Saved data entries:

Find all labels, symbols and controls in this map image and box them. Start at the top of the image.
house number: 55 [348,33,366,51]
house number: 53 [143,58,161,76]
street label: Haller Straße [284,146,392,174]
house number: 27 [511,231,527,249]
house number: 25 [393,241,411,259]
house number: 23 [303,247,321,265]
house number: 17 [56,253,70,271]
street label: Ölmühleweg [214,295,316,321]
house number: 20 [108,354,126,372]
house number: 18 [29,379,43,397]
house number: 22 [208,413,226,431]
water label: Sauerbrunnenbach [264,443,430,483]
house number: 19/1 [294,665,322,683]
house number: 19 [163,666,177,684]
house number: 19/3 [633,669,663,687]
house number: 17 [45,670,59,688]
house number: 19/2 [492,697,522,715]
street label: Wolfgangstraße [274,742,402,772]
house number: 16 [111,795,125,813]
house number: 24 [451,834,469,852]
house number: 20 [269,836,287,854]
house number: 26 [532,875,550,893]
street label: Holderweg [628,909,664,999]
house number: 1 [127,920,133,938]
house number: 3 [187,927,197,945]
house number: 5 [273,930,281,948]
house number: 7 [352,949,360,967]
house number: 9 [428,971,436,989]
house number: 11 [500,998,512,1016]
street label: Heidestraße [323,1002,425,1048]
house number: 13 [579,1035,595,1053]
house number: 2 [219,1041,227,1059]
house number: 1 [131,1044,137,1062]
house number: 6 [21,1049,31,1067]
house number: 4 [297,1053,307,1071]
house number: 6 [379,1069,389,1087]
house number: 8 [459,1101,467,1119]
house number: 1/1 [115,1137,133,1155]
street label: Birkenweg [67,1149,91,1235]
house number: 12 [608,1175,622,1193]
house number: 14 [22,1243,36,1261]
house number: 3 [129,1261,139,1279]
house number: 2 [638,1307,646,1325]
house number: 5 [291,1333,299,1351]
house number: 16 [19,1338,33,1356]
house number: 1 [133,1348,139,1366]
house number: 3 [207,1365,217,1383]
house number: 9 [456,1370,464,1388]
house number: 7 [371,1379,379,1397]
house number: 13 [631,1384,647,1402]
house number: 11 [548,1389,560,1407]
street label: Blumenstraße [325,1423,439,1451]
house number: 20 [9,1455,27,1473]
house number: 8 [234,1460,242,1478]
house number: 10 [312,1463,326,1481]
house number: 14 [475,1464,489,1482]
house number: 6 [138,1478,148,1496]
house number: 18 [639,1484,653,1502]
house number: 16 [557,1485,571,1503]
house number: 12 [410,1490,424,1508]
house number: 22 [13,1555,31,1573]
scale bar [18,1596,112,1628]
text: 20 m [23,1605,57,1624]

▶ **WHAT IS NEEDED**: In the records, which lines mention the word "street"? Copy those lines.

▶ **WRITTEN ANSWER**:
street label: Haller Straße [284,146,392,174]
street label: Ölmühleweg [214,295,316,321]
street label: Wolfgangstraße [274,742,402,772]
street label: Holderweg [628,909,664,999]
street label: Heidestraße [323,1002,425,1048]
street label: Birkenweg [67,1149,91,1235]
street label: Blumenstraße [325,1423,439,1451]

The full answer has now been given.